Roche meanwhile is running the IMpassion131 trial of Tecentriq plus paclitaxel versus paclitaxel on its own as a neoadjuvant TNBC treatment, which is due to read out later this year.

Meanwhile, Merck may be encroaching on another company’s territory in TNBC, but it’s also facing incursions of its own in non-small cell lung cancer (NSCLC), the engine of Keytruda’s $12 billion sales in 2019.

Bristol-Myers Squibb published the abstract from its CheckMate-9LA trial of PD-1 inhibitor Opdivo (nivolumab), CTLA4 inhibitor Yervoy (ipilimumab) plus “limited” chemo in previously-untreated NSCLC patients, revealing a 31% reduction in the risk of death compared to chemotherapy alone after at least eight months of follow-up.

After a minimum follow-up of 12.7 months the overall survival (OS) benefit was sustained, at 15.6 months for Opdivo/Yervoy plus chemo and 10.9 months for chemo alone – a 34% improvement.

BMS also teased the results of CheckMate-9LA earlier, and is hoping the study – along with a companion trial called CheckMate-227 – will allow it to break Keytruda’s stranglehold on the first-line NSCLC market.
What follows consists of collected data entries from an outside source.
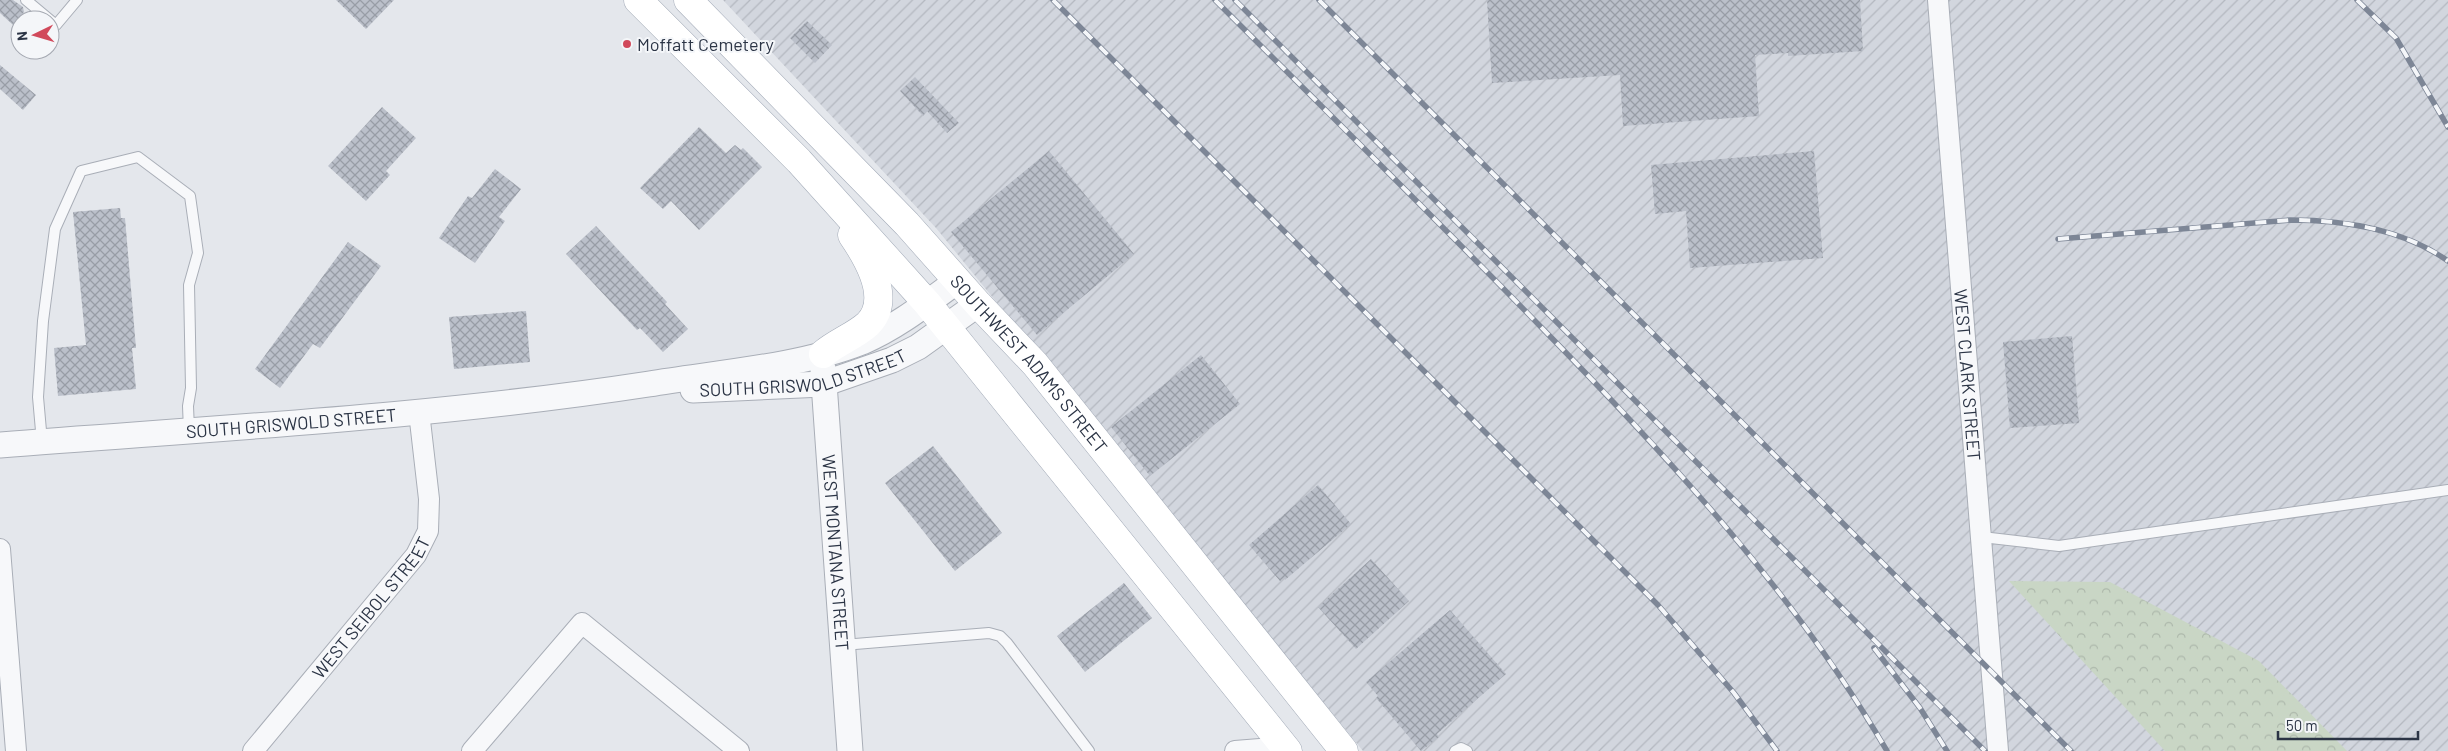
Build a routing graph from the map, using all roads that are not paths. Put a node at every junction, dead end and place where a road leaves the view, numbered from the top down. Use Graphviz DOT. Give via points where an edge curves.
graph roads {
  1 [pos="26,0"];
  2 [pos="77,0"];
  3 [pos="638,0"];
  4 [pos="688,0"];
  5 [pos="1938,0"];
  6 [pos="799,161"];
  7 [pos="957,281"];
  8 [pos="927,303"];
  9 [pos="978,304"];
  10 [pos="946,326"];
  11 [pos="823,354"];
  12 [pos="823,384"];
  13 [pos="583,394"];
  14 [pos="419,412"];
  15 [pos="190,430"];
  16 [pos="42,442"];
  17 [pos="0,445"];
  18 [pos="2448,490"];
  19 [pos="1982,538"];
  20 [pos="0,549"];
  21 [pos="842,645"];
  22 [pos="1286,749"];
  23 [pos="16,751"];
  24 [pos="253,751"];
  25 [pos="472,751"];
  26 [pos="739,751"];
  27 [pos="850,751"];
  28 [pos="1089,751"];
  29 [pos="1235,751"];
  30 [pos="1344,751"];
  31 [pos="1455,751"];
  32 [pos="1467,751"];
  33 [pos="1998,751"];
  1 -- 2 [label="lane" via="56,25"];
  3 -- 6 [label="main road, SOUTHWEST ADAMS STREET"];
  4 -- 7 [label="main road, SOUTHWEST ADAMS STREET" via="907,224"];
  5 -- 19 [label="street, WEST CLARK STREET"];
  6 -- 8 [label="main road, SOUTHWEST ADAMS STREET"];
  6 -- 11 [label="main road" via="857,243 877,290 877,307 869,323"];
  7 -- 8 [label="street, SOUTH GRISWOLD STREET"];
  7 -- 9 [label="main road, SOUTHWEST ADAMS STREET"];
  8 -- 10 [label="main road, SOUTHWEST ADAMS STREET"];
  8 -- 11 [label="street, SOUTH GRISWOLD STREET" via="878,334"];
  9 -- 10 [label="street, SOUTH GRISWOLD STREET"];
  9 -- 30 [label="main road, SOUTHWEST ADAMS STREET" via="1035,364"];
  10 -- 12 [label="street, SOUTH GRISWOLD STREET" via="918,347 892,360"];
  10 -- 22 [label="main road, SOUTHWEST ADAMS STREET"];
  11 -- 12 [label="street, WEST MONTANA STREET"];
  11 -- 13 [label="street, SOUTH GRISWOLD STREET"];
  12 -- 13 [label="street, SOUTH GRISWOLD STREET"];
  12 -- 21 [label="street, WEST MONTANA STREET"];
  13 -- 14 [label="street, SOUTH GRISWOLD STREET"];
  14 -- 15 [label="street, SOUTH GRISWOLD STREET"];
  14 -- 24 [label="street, WEST SEIBOL STREET" via="429,499 428,531 416,555"];
  15 -- 16 [label="street, SOUTH GRISWOLD STREET"];
  15 -- 16 [label="lane" via="188,285 198,253 190,196 138,157 81,171 55,230 43,321 38,397"];
  16 -- 17 [label="street, SOUTH GRISWOLD STREET"];
  18 -- 19 [label="lane" via="2059,546"];
  19 -- 33 [label="street, WEST CLARK STREET"];
  20 -- 23 [label="street"];
  21 -- 27 [label="street, WEST MONTANA STREET"];
  21 -- 28 [label="lane" via="989,633 1000,636"];
  22 -- 29 [label="street"];
  25 -- 26 [label="street" via="582,623"];
  31 -- 32 [label="lane" via="1461,748"];
}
Keytruda is used mainly with four cycles of chemo in these patients, but BMS says its combination cuts the number of chemo cycles down to two.  

That should stave off some of chemo’s side effects, but as the checkpoint inhibitors – and particularly Yervoy – have their own tolerability issues it remains to be seen whether oncologists will see value in adopting BMS’ regimen.

CheckMate-227 does away with chemo altogether, and new data from that study was also among the ASCO abstracts, showing that after three years, 33% of patients on Opdivo/Yervoy were still alive, compared to 22% of the chemo group.

BMS has filed for regulatory approvals based on both data sets, and is due to hear back from the FDA on CheckMate-9LA later this year.